Rumours that anti-fascist protesters planned to burn American flags on the Gettysburg Civil War battleground site led to armed far-right groups turning up in numbers on US Independence Day.
Posts on social media by supposed antifa leaders urged members to meet at the Pennsylvania site on 4 July.
In response, far-right groups assembled on the historic grounds on Saturday – but no adversaries showed up.
The holiday marks the US declaration of independence from Britain in 1776.
The posts that appeared on social media ahead of the Independence Day celebrations reportedly called for people to flock to the site in face paint.
Activists would “be giving away free small flags to children to safely throw into the fire”, the hoax call suggested.
“Let’s get together and burn flags in protest of thugs and animals in blue,” one anonymous Facebook post said.
There is no evidence to suggest that those responsible for the online posts are in any way linked to antifa – a loosely-affiliated network of mainly far-left activists.
Hours before the flag-burning was supposed to start, far-right groups gathered in a parking lot next to a Wal-Mart, some were armed.
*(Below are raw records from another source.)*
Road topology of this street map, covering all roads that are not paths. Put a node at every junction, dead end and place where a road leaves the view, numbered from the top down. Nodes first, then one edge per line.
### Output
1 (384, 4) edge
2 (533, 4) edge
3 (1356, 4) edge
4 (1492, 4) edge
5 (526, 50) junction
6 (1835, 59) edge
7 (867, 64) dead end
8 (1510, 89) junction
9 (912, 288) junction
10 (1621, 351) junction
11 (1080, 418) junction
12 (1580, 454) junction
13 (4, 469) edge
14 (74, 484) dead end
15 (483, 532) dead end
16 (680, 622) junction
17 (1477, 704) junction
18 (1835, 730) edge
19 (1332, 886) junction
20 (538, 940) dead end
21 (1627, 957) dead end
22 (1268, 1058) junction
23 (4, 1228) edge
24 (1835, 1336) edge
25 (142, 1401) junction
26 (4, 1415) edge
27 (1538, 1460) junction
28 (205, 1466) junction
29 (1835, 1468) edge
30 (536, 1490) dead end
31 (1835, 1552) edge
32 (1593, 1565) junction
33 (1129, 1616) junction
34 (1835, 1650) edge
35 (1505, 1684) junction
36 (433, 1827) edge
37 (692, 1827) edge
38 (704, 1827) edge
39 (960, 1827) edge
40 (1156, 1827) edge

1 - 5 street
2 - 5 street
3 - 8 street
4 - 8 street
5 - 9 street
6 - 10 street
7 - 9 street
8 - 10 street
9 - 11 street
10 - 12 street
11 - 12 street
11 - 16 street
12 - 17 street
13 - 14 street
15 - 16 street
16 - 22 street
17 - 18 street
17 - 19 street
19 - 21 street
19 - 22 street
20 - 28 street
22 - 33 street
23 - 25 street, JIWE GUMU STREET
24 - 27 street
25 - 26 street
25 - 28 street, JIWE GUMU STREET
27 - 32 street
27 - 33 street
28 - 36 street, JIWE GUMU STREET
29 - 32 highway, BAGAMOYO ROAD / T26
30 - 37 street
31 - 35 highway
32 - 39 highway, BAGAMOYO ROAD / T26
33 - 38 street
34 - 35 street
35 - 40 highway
“It doesn’t matter if it’s a hoax or not,” Christopher Blakeman, who travelled to the Gettysburg site from West Virginia on Saturday, told the Washington Post newspaper.
“They made a threat, and if we don’t make our voices heard, it’ll make it seem like it’s OK,” he added.
In his Independence Day address on Saturday, President Donald Trump vowed to defeat the “radical left” as protests continued to sweep the country.
Mr Trump said he would “fight… to preserve American way of life”, while railing at “mobs” targeting historical monuments.
In May, the president said the US would designate antifa, which he accused of starting riots at street protests over the death of African American George Floyd, a terrorist organisation.